┌──

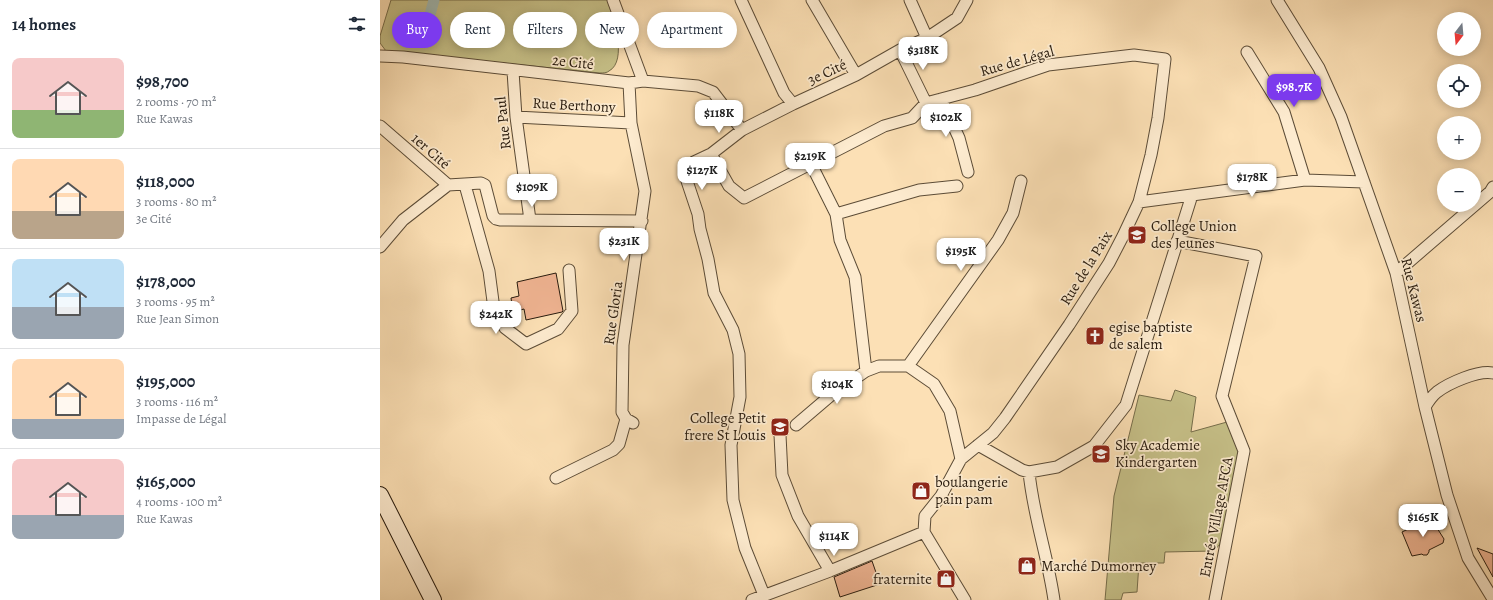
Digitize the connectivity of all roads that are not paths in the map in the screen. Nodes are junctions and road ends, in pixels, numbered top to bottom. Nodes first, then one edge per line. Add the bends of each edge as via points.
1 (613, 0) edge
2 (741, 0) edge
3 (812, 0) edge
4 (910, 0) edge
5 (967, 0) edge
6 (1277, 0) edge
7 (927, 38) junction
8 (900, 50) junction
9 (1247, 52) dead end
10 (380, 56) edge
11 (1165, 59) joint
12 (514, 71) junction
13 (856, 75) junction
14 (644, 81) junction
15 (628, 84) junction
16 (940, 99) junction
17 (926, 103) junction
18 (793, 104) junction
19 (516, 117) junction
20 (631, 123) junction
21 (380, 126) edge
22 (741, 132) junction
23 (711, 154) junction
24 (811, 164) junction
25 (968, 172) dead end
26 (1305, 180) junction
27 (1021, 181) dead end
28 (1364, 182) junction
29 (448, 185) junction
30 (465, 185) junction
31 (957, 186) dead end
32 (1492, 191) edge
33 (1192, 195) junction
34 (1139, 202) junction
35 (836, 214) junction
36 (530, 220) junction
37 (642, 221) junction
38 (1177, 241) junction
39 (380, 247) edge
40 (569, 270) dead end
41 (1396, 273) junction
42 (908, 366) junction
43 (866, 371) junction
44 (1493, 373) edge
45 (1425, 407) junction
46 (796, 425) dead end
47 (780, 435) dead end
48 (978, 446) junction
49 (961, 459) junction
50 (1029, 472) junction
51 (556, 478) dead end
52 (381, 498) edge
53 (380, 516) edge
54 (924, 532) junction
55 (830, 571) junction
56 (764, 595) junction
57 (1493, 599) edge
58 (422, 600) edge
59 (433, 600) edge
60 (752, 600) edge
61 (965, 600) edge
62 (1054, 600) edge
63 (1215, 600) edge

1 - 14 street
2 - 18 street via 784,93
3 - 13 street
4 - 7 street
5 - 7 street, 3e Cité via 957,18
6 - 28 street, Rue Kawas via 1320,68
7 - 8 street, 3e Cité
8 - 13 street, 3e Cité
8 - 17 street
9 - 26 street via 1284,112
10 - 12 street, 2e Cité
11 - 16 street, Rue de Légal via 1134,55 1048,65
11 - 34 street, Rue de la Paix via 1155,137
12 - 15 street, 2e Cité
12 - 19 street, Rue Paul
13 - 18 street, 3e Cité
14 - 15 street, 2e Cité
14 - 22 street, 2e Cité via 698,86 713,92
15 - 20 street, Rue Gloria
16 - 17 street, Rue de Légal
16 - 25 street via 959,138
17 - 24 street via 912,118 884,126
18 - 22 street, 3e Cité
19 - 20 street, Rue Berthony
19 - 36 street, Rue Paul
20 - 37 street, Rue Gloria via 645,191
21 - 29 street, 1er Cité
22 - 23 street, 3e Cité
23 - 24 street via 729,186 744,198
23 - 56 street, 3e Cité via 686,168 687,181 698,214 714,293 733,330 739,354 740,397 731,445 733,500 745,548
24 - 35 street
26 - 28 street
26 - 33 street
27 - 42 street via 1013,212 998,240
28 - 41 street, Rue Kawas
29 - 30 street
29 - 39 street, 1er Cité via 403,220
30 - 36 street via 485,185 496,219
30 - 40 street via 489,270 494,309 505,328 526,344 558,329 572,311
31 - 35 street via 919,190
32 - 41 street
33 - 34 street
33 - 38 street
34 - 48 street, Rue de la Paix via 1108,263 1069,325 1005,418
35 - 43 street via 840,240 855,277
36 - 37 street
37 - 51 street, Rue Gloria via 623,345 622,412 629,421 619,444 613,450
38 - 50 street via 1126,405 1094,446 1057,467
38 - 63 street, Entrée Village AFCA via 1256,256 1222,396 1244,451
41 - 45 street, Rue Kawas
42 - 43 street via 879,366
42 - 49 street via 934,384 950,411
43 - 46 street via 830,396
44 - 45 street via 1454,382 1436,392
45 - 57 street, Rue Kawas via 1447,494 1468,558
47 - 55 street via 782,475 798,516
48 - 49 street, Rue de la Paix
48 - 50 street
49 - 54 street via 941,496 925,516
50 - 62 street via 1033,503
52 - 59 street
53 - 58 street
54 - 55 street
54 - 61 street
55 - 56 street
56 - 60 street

└──

Look through the listing above and copy each line with the word "Kawas" in it.

6 - 28 street, Rue Kawas via 1320,68
28 - 41 street, Rue Kawas
41 - 45 street, Rue Kawas
45 - 57 street, Rue Kawas via 1447,494 1468,558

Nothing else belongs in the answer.